Similarly, UBI might prevent the negative childhood experiences believed to lead to mental illness and other problems later in life. These include experiencing violence or abuse, or having parents with mental health, substance abuse and legal problems. Behind these problems are often poverty, inequality and social isolation.

Inequality

Inequality also encompasses a lack of opportunity, class bias, disenfranchisement, low self-worth and often racism. It results in hopelessness that can trigger depression, anxiety, addictions and other health problems.

Inequality has featured in recent studies on psychiatric epidemiology. This includes Pickett and Wilkinson’s The Spirit Level and The Inner Level.

Pickett and Wilkinson show that rates of mental illness are highest in the most unequal countries. Although mental illness is diagnosed differently in different countries, the authors also found that socioeconomic inequalities lead to higher rates of drug abuse, obesity, infant mortality, teenage pregnancy and other social and health problems. Put simply, inequality is bad for health.

UBI can erode inequality in many ways. Unlike benefits, UBI is provided to all, regardless of class or income. There would be no stigma or shame associated with receiving it.

UBI would also help with social mobility. It would facilitate further education, entrepreneurial activity, artistic endeavours and career changes. People intent on leaving unrewarding jobs could rely on it while they found something more meaningful.

Above all, UBI would prevent some of the hopelessness and shame associated with deprivation. It would help to prevent so-called diseases of despair, which include suicide, chronic liver disease and drug and alcohol poisoning.

Social exclusion

Social psychiatry showed that social isolation is bad for mental health. This was regardless of whether a person lived in Manhattan or rural Nova Scotia.

The link between UBI and social inclusion might be more subtle than that for poverty and inequality. But that doesn’t make it less important.

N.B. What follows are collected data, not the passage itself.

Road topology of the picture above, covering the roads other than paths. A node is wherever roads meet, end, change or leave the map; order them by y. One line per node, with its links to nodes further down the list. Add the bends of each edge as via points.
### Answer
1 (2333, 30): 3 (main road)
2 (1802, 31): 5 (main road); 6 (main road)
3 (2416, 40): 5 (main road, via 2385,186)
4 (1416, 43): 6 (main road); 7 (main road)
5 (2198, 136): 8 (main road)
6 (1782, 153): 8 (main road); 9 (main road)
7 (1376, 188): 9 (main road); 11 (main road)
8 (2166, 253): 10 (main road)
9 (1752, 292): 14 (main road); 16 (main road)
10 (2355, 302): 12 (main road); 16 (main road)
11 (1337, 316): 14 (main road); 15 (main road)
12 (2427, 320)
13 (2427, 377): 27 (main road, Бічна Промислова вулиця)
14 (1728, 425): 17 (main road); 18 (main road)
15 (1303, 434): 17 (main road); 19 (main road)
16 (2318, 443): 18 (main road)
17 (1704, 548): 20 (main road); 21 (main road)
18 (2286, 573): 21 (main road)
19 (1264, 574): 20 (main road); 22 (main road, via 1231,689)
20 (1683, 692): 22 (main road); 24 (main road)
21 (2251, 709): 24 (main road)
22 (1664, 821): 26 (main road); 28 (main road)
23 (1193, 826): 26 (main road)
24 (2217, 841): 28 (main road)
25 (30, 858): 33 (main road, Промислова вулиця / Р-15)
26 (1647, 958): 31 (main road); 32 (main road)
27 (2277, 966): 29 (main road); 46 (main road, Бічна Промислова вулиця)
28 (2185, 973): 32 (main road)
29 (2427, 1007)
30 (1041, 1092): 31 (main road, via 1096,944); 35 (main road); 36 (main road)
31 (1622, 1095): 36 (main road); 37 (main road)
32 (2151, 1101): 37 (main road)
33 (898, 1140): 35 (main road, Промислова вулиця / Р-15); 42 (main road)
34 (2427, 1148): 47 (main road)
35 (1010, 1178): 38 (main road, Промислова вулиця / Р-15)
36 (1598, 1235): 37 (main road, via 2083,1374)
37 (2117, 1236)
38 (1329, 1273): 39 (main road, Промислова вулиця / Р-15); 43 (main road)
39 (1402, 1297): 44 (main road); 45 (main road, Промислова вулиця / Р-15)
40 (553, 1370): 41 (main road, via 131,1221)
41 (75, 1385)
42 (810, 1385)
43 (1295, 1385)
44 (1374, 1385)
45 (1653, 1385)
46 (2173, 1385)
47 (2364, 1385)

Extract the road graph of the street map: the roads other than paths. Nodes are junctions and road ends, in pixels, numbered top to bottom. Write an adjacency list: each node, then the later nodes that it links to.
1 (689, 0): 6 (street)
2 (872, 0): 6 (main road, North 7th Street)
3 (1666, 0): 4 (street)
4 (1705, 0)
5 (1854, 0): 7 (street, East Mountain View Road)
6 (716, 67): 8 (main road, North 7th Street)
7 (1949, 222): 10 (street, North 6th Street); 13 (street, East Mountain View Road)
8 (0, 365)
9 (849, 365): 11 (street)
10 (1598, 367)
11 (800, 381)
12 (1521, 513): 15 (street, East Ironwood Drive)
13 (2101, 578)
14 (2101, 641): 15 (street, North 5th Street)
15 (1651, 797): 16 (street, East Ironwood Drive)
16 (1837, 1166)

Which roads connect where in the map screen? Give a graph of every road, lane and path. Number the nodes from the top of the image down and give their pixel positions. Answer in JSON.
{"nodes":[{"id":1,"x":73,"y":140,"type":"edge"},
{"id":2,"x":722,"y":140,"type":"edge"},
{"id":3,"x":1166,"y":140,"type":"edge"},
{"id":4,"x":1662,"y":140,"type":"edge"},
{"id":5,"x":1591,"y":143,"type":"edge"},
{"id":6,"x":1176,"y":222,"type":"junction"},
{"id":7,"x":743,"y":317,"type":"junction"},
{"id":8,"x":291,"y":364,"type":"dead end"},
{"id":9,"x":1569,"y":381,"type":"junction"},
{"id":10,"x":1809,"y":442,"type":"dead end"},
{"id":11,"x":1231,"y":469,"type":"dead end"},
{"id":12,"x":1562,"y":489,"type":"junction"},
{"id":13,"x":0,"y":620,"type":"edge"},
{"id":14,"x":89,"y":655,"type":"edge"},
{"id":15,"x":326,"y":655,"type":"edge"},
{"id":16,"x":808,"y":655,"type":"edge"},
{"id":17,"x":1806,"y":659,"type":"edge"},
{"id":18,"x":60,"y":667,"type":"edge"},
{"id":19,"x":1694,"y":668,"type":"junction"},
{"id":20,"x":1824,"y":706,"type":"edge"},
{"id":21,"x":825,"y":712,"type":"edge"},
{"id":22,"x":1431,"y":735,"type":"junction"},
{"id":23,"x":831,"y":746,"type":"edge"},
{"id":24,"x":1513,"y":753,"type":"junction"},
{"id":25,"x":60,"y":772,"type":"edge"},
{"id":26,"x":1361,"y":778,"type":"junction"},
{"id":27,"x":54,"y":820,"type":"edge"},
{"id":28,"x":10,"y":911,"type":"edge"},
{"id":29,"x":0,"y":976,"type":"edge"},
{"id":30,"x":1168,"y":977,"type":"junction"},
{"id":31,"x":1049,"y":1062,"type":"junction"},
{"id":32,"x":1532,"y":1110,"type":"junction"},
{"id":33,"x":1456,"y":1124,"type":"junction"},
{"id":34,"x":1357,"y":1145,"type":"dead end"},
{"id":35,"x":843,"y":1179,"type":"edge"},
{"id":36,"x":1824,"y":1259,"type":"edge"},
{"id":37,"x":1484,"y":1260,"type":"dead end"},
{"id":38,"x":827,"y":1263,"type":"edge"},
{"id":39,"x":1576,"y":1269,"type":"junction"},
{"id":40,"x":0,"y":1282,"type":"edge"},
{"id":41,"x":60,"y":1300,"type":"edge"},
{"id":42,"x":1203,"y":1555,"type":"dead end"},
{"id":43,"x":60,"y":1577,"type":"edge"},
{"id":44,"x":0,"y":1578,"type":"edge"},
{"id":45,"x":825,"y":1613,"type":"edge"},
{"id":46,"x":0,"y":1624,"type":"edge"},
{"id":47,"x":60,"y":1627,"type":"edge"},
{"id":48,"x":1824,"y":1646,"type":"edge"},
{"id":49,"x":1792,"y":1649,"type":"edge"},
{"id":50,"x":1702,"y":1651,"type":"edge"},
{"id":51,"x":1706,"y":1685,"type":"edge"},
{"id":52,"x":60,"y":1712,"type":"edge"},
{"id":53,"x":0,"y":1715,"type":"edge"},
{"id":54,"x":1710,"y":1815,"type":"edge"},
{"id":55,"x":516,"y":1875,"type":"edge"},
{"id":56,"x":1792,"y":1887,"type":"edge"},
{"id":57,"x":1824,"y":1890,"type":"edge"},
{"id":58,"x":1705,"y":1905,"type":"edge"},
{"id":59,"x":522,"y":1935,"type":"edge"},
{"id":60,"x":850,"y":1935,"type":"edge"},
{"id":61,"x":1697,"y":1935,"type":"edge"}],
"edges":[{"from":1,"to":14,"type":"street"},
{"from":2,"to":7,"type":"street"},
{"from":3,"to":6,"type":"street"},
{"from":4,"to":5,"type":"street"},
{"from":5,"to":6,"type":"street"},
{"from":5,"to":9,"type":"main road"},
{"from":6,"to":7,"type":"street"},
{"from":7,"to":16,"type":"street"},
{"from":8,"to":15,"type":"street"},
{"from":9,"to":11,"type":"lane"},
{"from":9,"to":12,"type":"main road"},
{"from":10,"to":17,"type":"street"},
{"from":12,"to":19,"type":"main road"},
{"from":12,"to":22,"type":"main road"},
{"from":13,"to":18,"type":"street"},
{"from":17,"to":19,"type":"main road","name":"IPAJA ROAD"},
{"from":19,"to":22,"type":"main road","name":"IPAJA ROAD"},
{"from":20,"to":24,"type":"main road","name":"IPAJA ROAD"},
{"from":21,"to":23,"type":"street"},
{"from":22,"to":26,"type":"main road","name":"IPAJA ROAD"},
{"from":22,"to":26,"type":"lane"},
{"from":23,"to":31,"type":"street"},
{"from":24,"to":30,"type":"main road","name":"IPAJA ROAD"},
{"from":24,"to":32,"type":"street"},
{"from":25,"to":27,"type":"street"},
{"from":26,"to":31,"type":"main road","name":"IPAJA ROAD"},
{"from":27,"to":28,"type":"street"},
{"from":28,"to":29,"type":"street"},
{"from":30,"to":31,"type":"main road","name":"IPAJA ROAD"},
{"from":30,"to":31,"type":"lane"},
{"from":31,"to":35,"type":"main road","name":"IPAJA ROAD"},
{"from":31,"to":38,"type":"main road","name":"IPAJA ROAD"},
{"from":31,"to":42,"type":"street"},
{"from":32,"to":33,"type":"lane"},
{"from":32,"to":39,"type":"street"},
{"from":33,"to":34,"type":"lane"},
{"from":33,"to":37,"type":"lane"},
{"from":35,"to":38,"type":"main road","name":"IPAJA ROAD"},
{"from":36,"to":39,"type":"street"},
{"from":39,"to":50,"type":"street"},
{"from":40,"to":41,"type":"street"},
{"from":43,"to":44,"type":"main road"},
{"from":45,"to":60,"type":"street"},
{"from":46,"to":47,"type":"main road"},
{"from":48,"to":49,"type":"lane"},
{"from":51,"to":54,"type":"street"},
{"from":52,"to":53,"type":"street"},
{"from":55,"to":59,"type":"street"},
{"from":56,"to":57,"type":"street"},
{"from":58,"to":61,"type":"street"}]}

The COVID-19 crisis highlights how important social connections are for our mental health. We all need to love and to be loved. Alone time can be great, but being lonely can make life seem bleak and purposeless.

UBI could give people the means to focus more on engaging with their communities, rather than simply earning an income. This would include carers, parents and volunteers. A UBI provides proof to such workers that their labour is valued and appreciated.

UBI would shift our focus from economic growth, which doesn’t benefit everyone, to social and emotional growth, which would. It would allow people to reassess what matters most to them and give them a platform to live more meaningful lives.

To explore it further, I would suggest two ways forward.

First, those piloting UBI trials should explicitly measure mental health outcomes. Mental health improvements often emerge out of such pilots, but they should be automatically assessed from the outset. Cost savings of improved mental health could well outweigh the cost of implementing UBI.

Second, mental health professionals and charities should advocate more strongly for socially progressive policies to prevent mental illness. UBI is one possibility, but there are others as well.

Mental illness is caused by many factors. Many of these, such as childhood sexual abuse or other forms of trauma, are very difficult to prevent. The illnesses that emerge out of these experiences are also hard to treat.

UBI could ease the burden of mental illness faced by health services. It could allow researchers and mental health professionals more time to deal with more intractable cases.

UBI will not solve our mental health crisis. But it is a good starting point.